(What to produce): Check each line of the entries below for the string "Straße"; copy every line where it appears.
***** Exercise materials
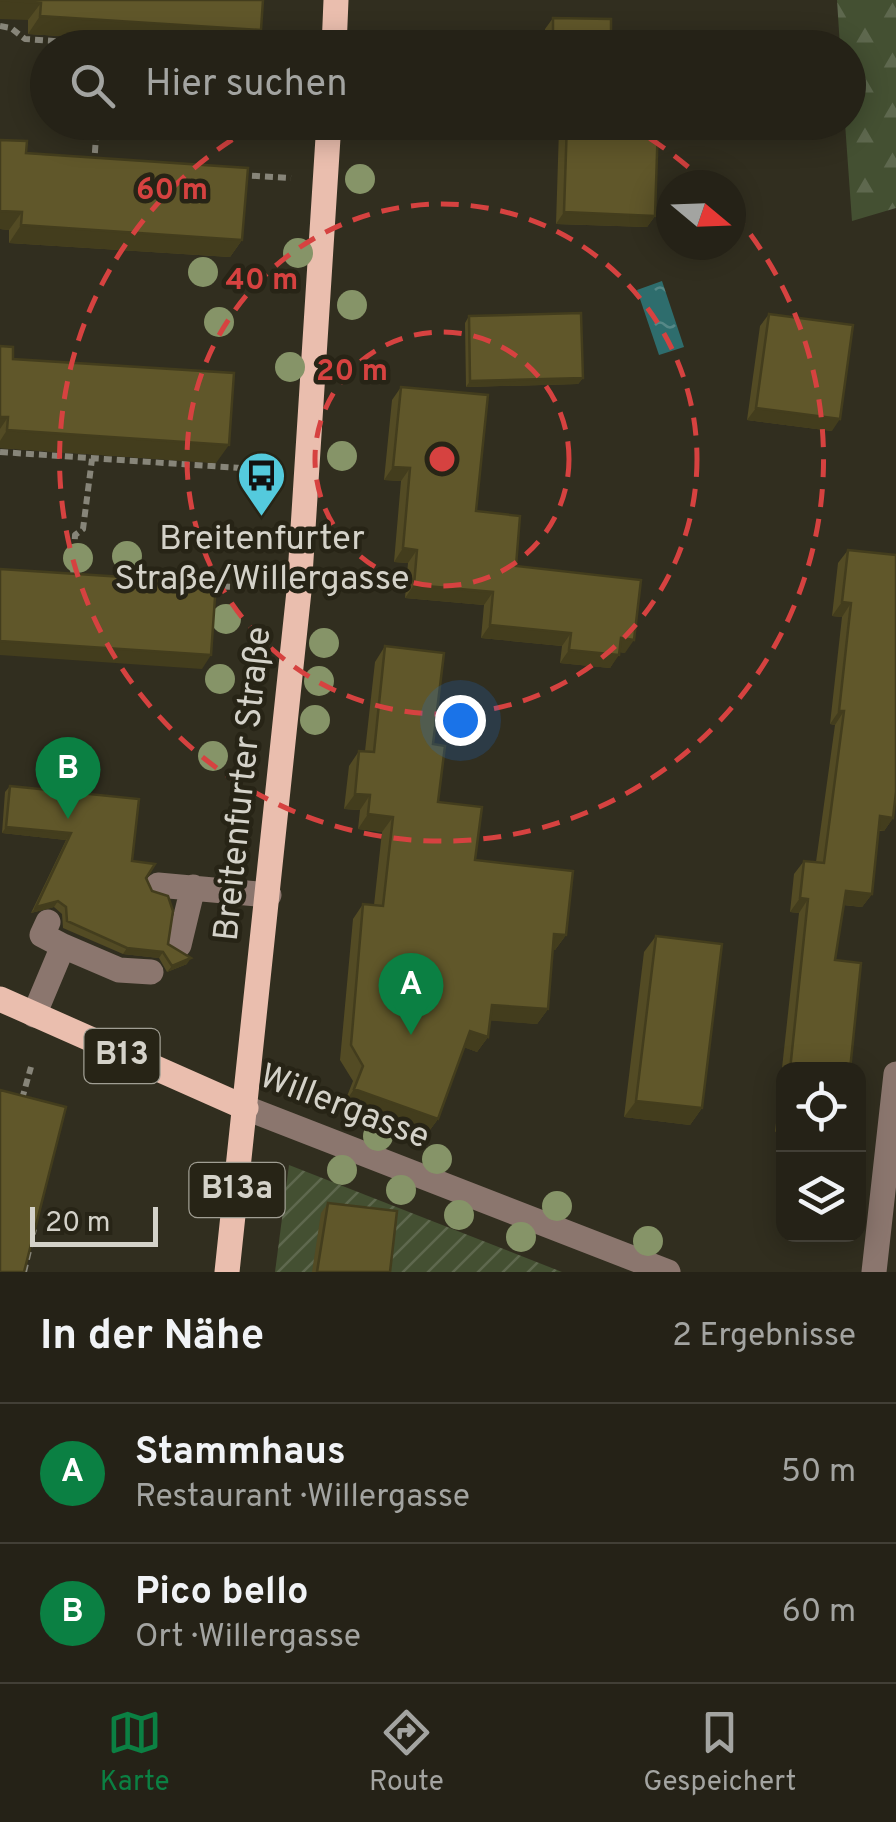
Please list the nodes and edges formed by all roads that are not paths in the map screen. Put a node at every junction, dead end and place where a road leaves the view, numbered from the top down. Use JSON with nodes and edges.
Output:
{"nodes":[{"id":1,"x":336,"y":0,"type":"edge"},
{"id":2,"x":335,"y":30,"type":"edge"},
{"id":3,"x":329,"y":140,"type":"edge"},
{"id":4,"x":158,"y":885,"type":"dead end"},
{"id":5,"x":193,"y":887,"type":"junction"},
{"id":6,"x":269,"y":895,"type":"junction"},
{"id":7,"x":48,"y":922,"type":"dead end"},
{"id":8,"x":179,"y":945,"type":"edge"},
{"id":9,"x":63,"y":946,"type":"junction"},
{"id":10,"x":151,"y":972,"type":"dead end"},
{"id":11,"x":0,"y":998,"type":"edge"},
{"id":12,"x":34,"y":1015,"type":"junction"},
{"id":13,"x":896,"y":1074,"type":"edge"},
{"id":14,"x":246,"y":1108,"type":"junction"},
{"id":15,"x":634,"y":1266,"type":"edge"},
{"id":16,"x":227,"y":1272,"type":"edge"},
{"id":17,"x":668,"y":1272,"type":"edge"},
{"id":18,"x":874,"y":1272,"type":"edge"}],
"edges":[{"from":1,"to":2,"type":"main road"},
{"from":3,"to":6,"type":"main road","name":"Breitenfurter Straße"},
{"from":4,"to":5,"type":"street"},
{"from":5,"to":6,"type":"street"},
{"from":5,"to":8,"type":"street"},
{"from":6,"to":14,"type":"main road","name":"Breitenfurter Straße"},
{"from":7,"to":9,"type":"street"},
{"from":9,"to":10,"type":"street"},
{"from":9,"to":12,"type":"street"},
{"from":11,"to":12,"type":"main road","name":"Willergasse","number":"B13"},
{"from":12,"to":14,"type":"main road","name":"Willergasse","number":"B13"},
{"from":13,"to":18,"type":"street"},
{"from":14,"to":15,"type":"street","name":"Willergasse"},
{"from":14,"to":16,"type":"main road","name":"Breitenfurter Straße","number":"B13a"},
{"from":15,"to":17,"type":"street","name":"Willergasse"}]}
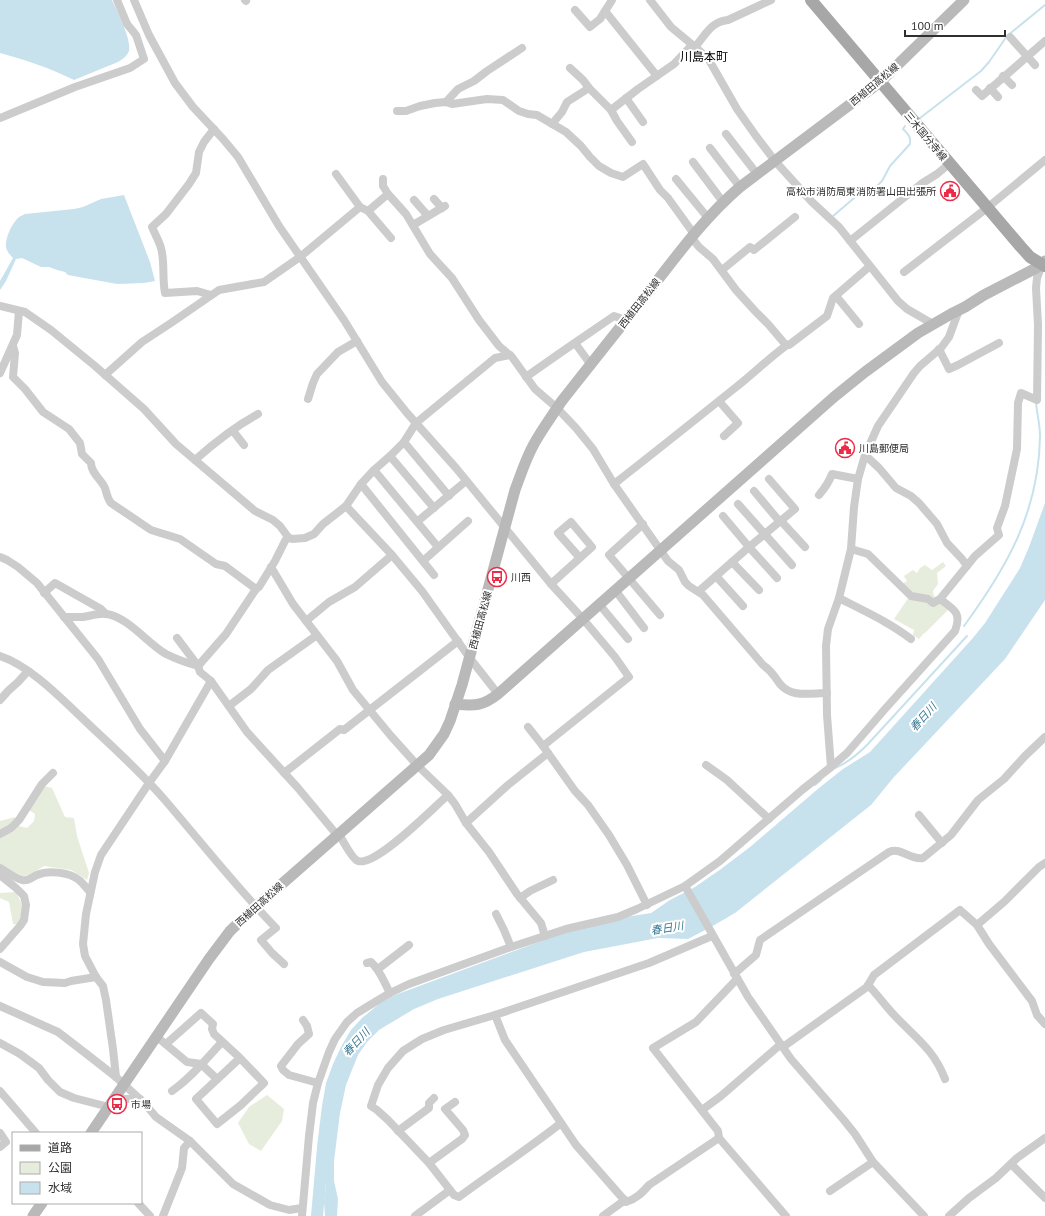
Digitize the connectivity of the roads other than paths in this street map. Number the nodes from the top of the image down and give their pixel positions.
1 (117, 0) edge
2 (134, 0) edge
3 (612, 0) edge
4 (650, 0) edge
5 (771, 0) edge
6 (812, 0) edge
7 (958, 3) edge
8 (575, 10) dead end
9 (605, 11) junction
10 (1010, 37) dead end
11 (1045, 41) edge
12 (694, 46) junction
13 (522, 48) dead end
14 (1027, 56) junction
15 (1035, 65) dead end
16 (570, 68) dead end
17 (657, 76) junction
18 (1004, 76) junction
19 (880, 82) junction
20 (1012, 86) dead end
21 (589, 88) junction
22 (990, 88) junction
23 (976, 90) dead end
24 (998, 96) dead end
25 (626, 98) junction
26 (446, 102) junction
27 (611, 110) junction
28 (397, 111) dead end
29 (0, 118) edge
30 (643, 122) dead end
31 (552, 124) junction
32 (214, 129) junction
33 (726, 134) dead end
34 (632, 142) dead end
35 (710, 148) dead end
36 (1045, 160) edge
37 (775, 161) junction
38 (693, 162) dead end
39 (949, 164) junction
40 (336, 174) dead end
41 (757, 174) junction
42 (383, 179) dead end
43 (676, 179) dead end
44 (740, 188) junction
45 (388, 194) junction
46 (434, 199) dead end
47 (414, 200) dead end
48 (723, 202) junction
49 (360, 207) junction
50 (987, 208) junction
51 (368, 211) junction
52 (428, 216) junction
53 (795, 217) dead end
54 (708, 218) junction
55 (413, 225) junction
56 (693, 236) junction
57 (391, 238) dead end
58 (850, 241) junction
59 (300, 257) junction
60 (1044, 264) edge
61 (870, 266) junction
62 (722, 270) junction
63 (904, 272) dead end
64 (211, 295) junction
65 (836, 296) junction
66 (0, 306) edge
67 (959, 310) junction
68 (18, 311) junction
69 (626, 320) junction
70 (859, 324) dead end
71 (933, 324) junction
72 (1042, 327) edge
73 (357, 341) junction
74 (575, 343) junction
75 (999, 343) dead end
76 (787, 345) junction
77 (13, 346) junction
78 (499, 346) junction
79 (939, 349) junction
80 (510, 356) junction
81 (495, 358) junction
82 (590, 365) junction
83 (0, 372) edge
84 (105, 375) junction
85 (526, 377) junction
86 (308, 399) dead end
87 (719, 401) junction
88 (557, 408) junction
89 (258, 414) dead end
90 (416, 423) junction
91 (233, 431) junction
92 (724, 436) dead end
93 (404, 442) junction
94 (244, 445) dead end
95 (865, 455) junction
96 (390, 456) junction
97 (195, 460) junction
98 (374, 470) junction
99 (770, 479) dead end
100 (858, 479) junction
101 (466, 481) junction
102 (361, 484) junction
103 (614, 484) junction
104 (754, 491) dead end
105 (819, 494) dead end
106 (449, 496) junction
107 (738, 504) dead end
108 (346, 506) junction
109 (434, 508) junction
110 (723, 516) dead end
111 (418, 521) junction
112 (468, 521) dead end
113 (781, 521) junction
114 (643, 524) junction
115 (505, 529) junction
116 (765, 534) junction
117 (288, 537) junction
118 (438, 547) junction
119 (749, 547) junction
120 (805, 547) dead end
121 (851, 549) junction
122 (661, 550) junction
123 (392, 554) junction
124 (0, 557) edge
125 (580, 558) junction
126 (423, 561) junction
127 (732, 562) junction
128 (792, 565) dead end
129 (271, 566) junction
130 (967, 566) junction
131 (434, 575) dead end
132 (716, 576) junction
133 (777, 578) dead end
134 (629, 579) junction
135 (551, 584) junction
136 (256, 589) junction
137 (615, 590) junction
138 (759, 590) dead end
139 (699, 591) junction
140 (44, 593) junction
141 (839, 598) junction
142 (940, 598) junction
143 (599, 604) junction
144 (742, 606) dead end
145 (106, 614) junction
146 (660, 615) dead end
147 (64, 617) junction
148 (583, 619) junction
149 (306, 621) junction
150 (644, 628) dead end
151 (317, 635) junction
152 (178, 638) dead end
153 (628, 639) dead end
154 (911, 639) dead end
155 (458, 641) junction
156 (0, 656) edge
157 (469, 657) junction
158 (198, 666) junction
159 (28, 671) junction
160 (211, 681) junction
161 (827, 693) junction
162 (498, 694) junction
163 (0, 700) edge
164 (455, 704) junction
165 (229, 706) junction
166 (370, 710) junction
167 (528, 727) dead end
168 (1045, 737) edge
169 (546, 749) junction
170 (165, 761) junction
171 (417, 764) junction
172 (706, 765) dead end
173 (831, 767) junction
174 (53, 773) dead end
175 (284, 773) junction
176 (148, 783) junction
177 (448, 795) junction
178 (919, 815) dead end
179 (769, 819) junction
180 (466, 823) junction
181 (0, 834) edge
182 (338, 834) junction
183 (942, 843) junction
184 (1045, 863) edge
185 (0, 868) edge
186 (0, 875) edge
187 (553, 880) dead end
188 (686, 887) junction
189 (90, 892) junction
190 (520, 898) junction
191 (647, 905) junction
192 (255, 907) junction
193 (496, 914) dead end
194 (977, 924) junction
195 (711, 934) junction
196 (545, 936) junction
197 (409, 945) dead end
198 (511, 947) junction
199 (0, 949) edge
200 (0, 962) edge
201 (367, 963) dead end
202 (284, 964) dead end
203 (378, 969) junction
204 (736, 976) junction
205 (96, 977) junction
206 (868, 985) junction
207 (390, 993) junction
208 (0, 1006) edge
209 (495, 1015) junction
210 (303, 1020) dead end
211 (1045, 1024) edge
212 (157, 1037) junction
213 (222, 1042) junction
214 (0, 1043) edge
215 (166, 1044) junction
216 (782, 1046) junction
217 (240, 1058) junction
218 (201, 1064) junction
219 (217, 1079) junction
220 (945, 1079) dead end
221 (120, 1080) junction
222 (318, 1083) junction
223 (0, 1091) edge
224 (172, 1091) dead end
225 (434, 1098) dead end
226 (140, 1099) junction
227 (455, 1102) dead end
228 (112, 1103) junction
229 (702, 1110) junction
230 (561, 1123) junction
231 (398, 1131) junction
232 (35, 1132) edge
233 (92, 1132) edge
234 (0, 1133) edge
235 (719, 1138) junction
236 (1045, 1138) edge
237 (190, 1140) junction
238 (0, 1147) edge
239 (873, 1162) junction
240 (429, 1163) junction
241 (1011, 1164) junction
242 (450, 1190) junction
243 (830, 1191) dead end
244 (1045, 1198) edge
245 (625, 1200) junction
246 (41, 1204) edge
247 (139, 1204) edge
248 (302, 1212) edge
249 (33, 1216) edge
250 (150, 1216) edge
251 (163, 1216) edge
252 (415, 1216) edge
253 (603, 1216) edge
254 (786, 1216) edge
255 (924, 1216) edge
256 (949, 1216) edge

1 - 29 street
2 - 32 street
3 - 9 street
4 - 12 street
5 - 12 street
6 - 19 main road, 三木国分寺線
7 - 19 main road, 西植田高松線
8 - 9 street
9 - 17 street
10 - 14 street
11 - 14 street
12 - 17 street
12 - 37 street
13 - 26 street
14 - 15 street
14 - 18 street
16 - 21 street
17 - 25 street
18 - 20 street
18 - 22 street
19 - 37 main road, 西植田高松線
19 - 39 main road, 三木国分寺線
21 - 27 street
21 - 31 street
22 - 23 street
22 - 24 street
25 - 27 street
25 - 30 street
26 - 28 street
26 - 31 street
27 - 34 street
31 - 56 street
32 - 59 street
32 - 64 street
33 - 41 street
35 - 44 street
36 - 50 street
37 - 41 main road, 西植田高松線
37 - 58 street
38 - 48 street
39 - 50 main road, 三木国分寺線
39 - 58 street
40 - 49 street
41 - 44 main road, 西植田高松線
42 - 45 street
43 - 54 street
44 - 48 main road, 西植田高松線
45 - 51 street
45 - 55 street
46 - 52 street
47 - 52 street
48 - 54 main road, 西植田高松線
49 - 51 street
49 - 59 street
50 - 60 main road, 三木国分寺線
50 - 63 street
51 - 57 street
52 - 55 street
53 - 62 street
54 - 56 main road, 西植田高松線
55 - 78 street
56 - 62 street
56 - 69 main road, 西植田高松線
58 - 61 street
59 - 64 street
59 - 73 street
60 - 67 main road
60 - 72 street
61 - 65 street
61 - 71 street
62 - 76 street
64 - 84 street
65 - 70 street
65 - 76 street
66 - 68 street
67 - 71 main road
67 - 79 street
68 - 77 street
68 - 84 street
69 - 74 street
69 - 82 main road, 西植田高松線
71 - 122 main road
72 - 130 street
73 - 86 street
73 - 90 street
74 - 82 street
74 - 85 street
75 - 79 street
76 - 87 street
77 - 83 street
77 - 136 street
78 - 80 street
78 - 81 street
79 - 95 street
80 - 81 street
80 - 85 street
81 - 90 street
82 - 88 main road, 西植田高松線
84 - 97 street
85 - 88 street
87 - 92 street
87 - 103 street
88 - 103 street
88 - 115 main road, 西植田高松線
89 - 91 street
90 - 93 street
90 - 101 street
91 - 94 street
91 - 97 street
93 - 96 street
93 - 106 street
95 - 100 street
95 - 130 street
96 - 98 street
96 - 109 street
97 - 117 street
98 - 102 street
98 - 111 street
99 - 113 street
100 - 105 street
100 - 121 street
101 - 106 street
101 - 115 street
102 - 108 street
102 - 126 street
103 - 114 street
104 - 113 street
106 - 109 street
107 - 116 street
108 - 117 street
108 - 123 street
109 - 111 street
110 - 119 street
111 - 118 street
112 - 118 street
113 - 116 street
113 - 120 street
114 - 122 street
114 - 134 street
115 - 135 street
115 - 157 main road, 西植田高松線
116 - 119 street
116 - 128 street
117 - 129 street
118 - 126 street
119 - 127 street
119 - 133 street
121 - 141 street
121 - 142 street
122 - 134 main road
122 - 139 street
123 - 149 street
123 - 155 street
124 - 140 street
125 - 125 street
125 - 135 street
126 - 131 street
127 - 132 street
127 - 138 street
129 - 136 street
129 - 149 street
130 - 142 street
132 - 139 street
132 - 144 street
134 - 137 main road
134 - 146 street
135 - 148 street
136 - 158 street
137 - 143 main road
137 - 150 street
139 - 161 street
140 - 145 street
140 - 147 street
141 - 154 street
141 - 161 street
142 - 173 street
143 - 148 main road
143 - 153 street
145 - 147 street
145 - 158 street
147 - 170 street
148 - 162 main road
148 - 169 street
149 - 151 street
151 - 165 street
151 - 166 street
152 - 158 street
155 - 157 street
155 - 166 street
156 - 159 street
157 - 162 street
157 - 164 main road, 西植田高松線
158 - 160 street
159 - 163 street
159 - 176 street
160 - 165 street
160 - 170 street
161 - 173 street
162 - 164 main road
164 - 171 main road, 西植田高松線
165 - 175 street
166 - 171 street
166 - 175 street
167 - 169 street
168 - 183 street
169 - 180 street
169 - 191 street
170 - 176 street
171 - 177 street
171 - 182 main road, 西植田高松線
172 - 179 street
173 - 179 street
174 - 181 street
175 - 182 street
176 - 189 street
176 - 192 street
177 - 180 street
177 - 182 street
178 - 183 street
179 - 188 street
180 - 190 street
182 - 192 main road, 西植田高松線
183 - 204 street
184 - 194 street
185 - 189 street
186 - 199 street
187 - 190 street
188 - 191 street
188 - 195 street
189 - 205 street
190 - 196 street
191 - 196 street
192 - 202 street
192 - 212 main road, 西植田高松線
193 - 198 street
194 - 206 street
194 - 211 street
195 - 204 street
195 - 209 street
196 - 198 street
197 - 203 street
198 - 207 street
200 - 205 street
201 - 203 street
203 - 207 street
204 - 216 street
204 - 229 street
205 - 221 street
206 - 216 street
206 - 220 street
207 - 222 street
208 - 221 street
209 - 230 street
209 - 231 street
210 - 222 street
212 - 215 street
212 - 221 main road, 西植田高松線
213 - 215 street
213 - 217 street
213 - 218 street
214 - 228 street
215 - 218 street
216 - 229 street
216 - 239 street
217 - 219 street
217 - 219 street
218 - 219 street
218 - 224 street
221 - 226 street
221 - 228 main road, 西植田高松線
222 - 248 street
223 - 232 street
225 - 231 street
226 - 228 street
226 - 237 street
227 - 240 street
228 - 233 main road, 西植田高松線
229 - 235 street
230 - 242 street
230 - 245 street
231 - 240 street
234 - 238 street
235 - 245 street
235 - 254 street
236 - 241 street
237 - 248 street
237 - 251 street
239 - 243 street
239 - 255 street
240 - 242 street
241 - 244 street
241 - 256 street
242 - 252 street
245 - 253 street
246 - 249 main road
247 - 250 street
**********
(Answer for this exercise):
{"from":3,"to":6,"type":"main road","name":"Breitenfurter Straße"},
{"from":6,"to":14,"type":"main road","name":"Breitenfurter Straße"},
{"from":14,"to":16,"type":"main road","name":"Breitenfurter Straße","number":"B13a"},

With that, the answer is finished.